Especially in the rural, western part of the county, Brandt said, students aren't always aware of homelessness as an issue in Howard County. Homelessness here, she said, looks a little different than it does in urban areas, so while students may not see panhandlers on the street, those in need are still closer than they may realize.

"We're trying to get our kids to not think of homelessness as people asking for change, but people in multiple-family dwellings, or at Grassroots," Brandt said. "We're trying to get them to understand that anyone can become homeless because of a lost job, the economy, a sickness. We're trying to make it more real to them."

The students, Brandt said, have an "innate ability to be compassionate." They just need to find a way to put that compassion into action.

"With service learning, they see the issues that are in their own backyard and they can relate to it, locally," she said. "I think kids at this age really want to help, and they want be able to relate it to their own life somehow. When we get on a bus and drive 10-15 miles down the road to Grassroots, they know how close it is and it makes it more meaningful for them."

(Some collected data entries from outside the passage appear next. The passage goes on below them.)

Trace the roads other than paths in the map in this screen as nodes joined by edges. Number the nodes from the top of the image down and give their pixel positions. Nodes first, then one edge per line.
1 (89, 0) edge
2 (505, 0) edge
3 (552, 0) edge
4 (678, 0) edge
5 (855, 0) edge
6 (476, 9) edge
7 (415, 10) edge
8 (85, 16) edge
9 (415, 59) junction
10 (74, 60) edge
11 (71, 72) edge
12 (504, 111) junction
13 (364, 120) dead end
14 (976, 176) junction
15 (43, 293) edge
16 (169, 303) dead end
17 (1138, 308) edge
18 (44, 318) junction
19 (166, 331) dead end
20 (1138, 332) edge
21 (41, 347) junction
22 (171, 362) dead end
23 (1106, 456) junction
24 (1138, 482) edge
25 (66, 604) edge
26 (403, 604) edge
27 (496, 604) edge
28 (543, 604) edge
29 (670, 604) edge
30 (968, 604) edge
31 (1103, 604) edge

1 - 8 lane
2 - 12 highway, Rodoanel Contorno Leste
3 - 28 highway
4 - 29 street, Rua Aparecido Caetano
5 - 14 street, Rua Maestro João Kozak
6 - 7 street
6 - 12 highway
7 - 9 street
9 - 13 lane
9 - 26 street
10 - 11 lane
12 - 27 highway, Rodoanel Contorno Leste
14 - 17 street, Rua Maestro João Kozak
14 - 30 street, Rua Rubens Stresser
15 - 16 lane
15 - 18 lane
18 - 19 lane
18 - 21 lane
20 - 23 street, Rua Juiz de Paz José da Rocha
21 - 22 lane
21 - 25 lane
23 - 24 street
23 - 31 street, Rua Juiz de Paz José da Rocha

Katz said that in fiscal year 2014, Howard County middle schools so far have donated about $11,000 to Grassroots as part of students' service learning. It's a "wonderful" asset to Grassroots, she said, and Grassroots is in turn able to share their work with students.

"It's important for kids to learn about this," she said. "They need to know that there are people in need in Howard County. This is a first step for them into philanthropy, and learning that even a handful of change or a box of cereal can help. Small things can be done to help other people."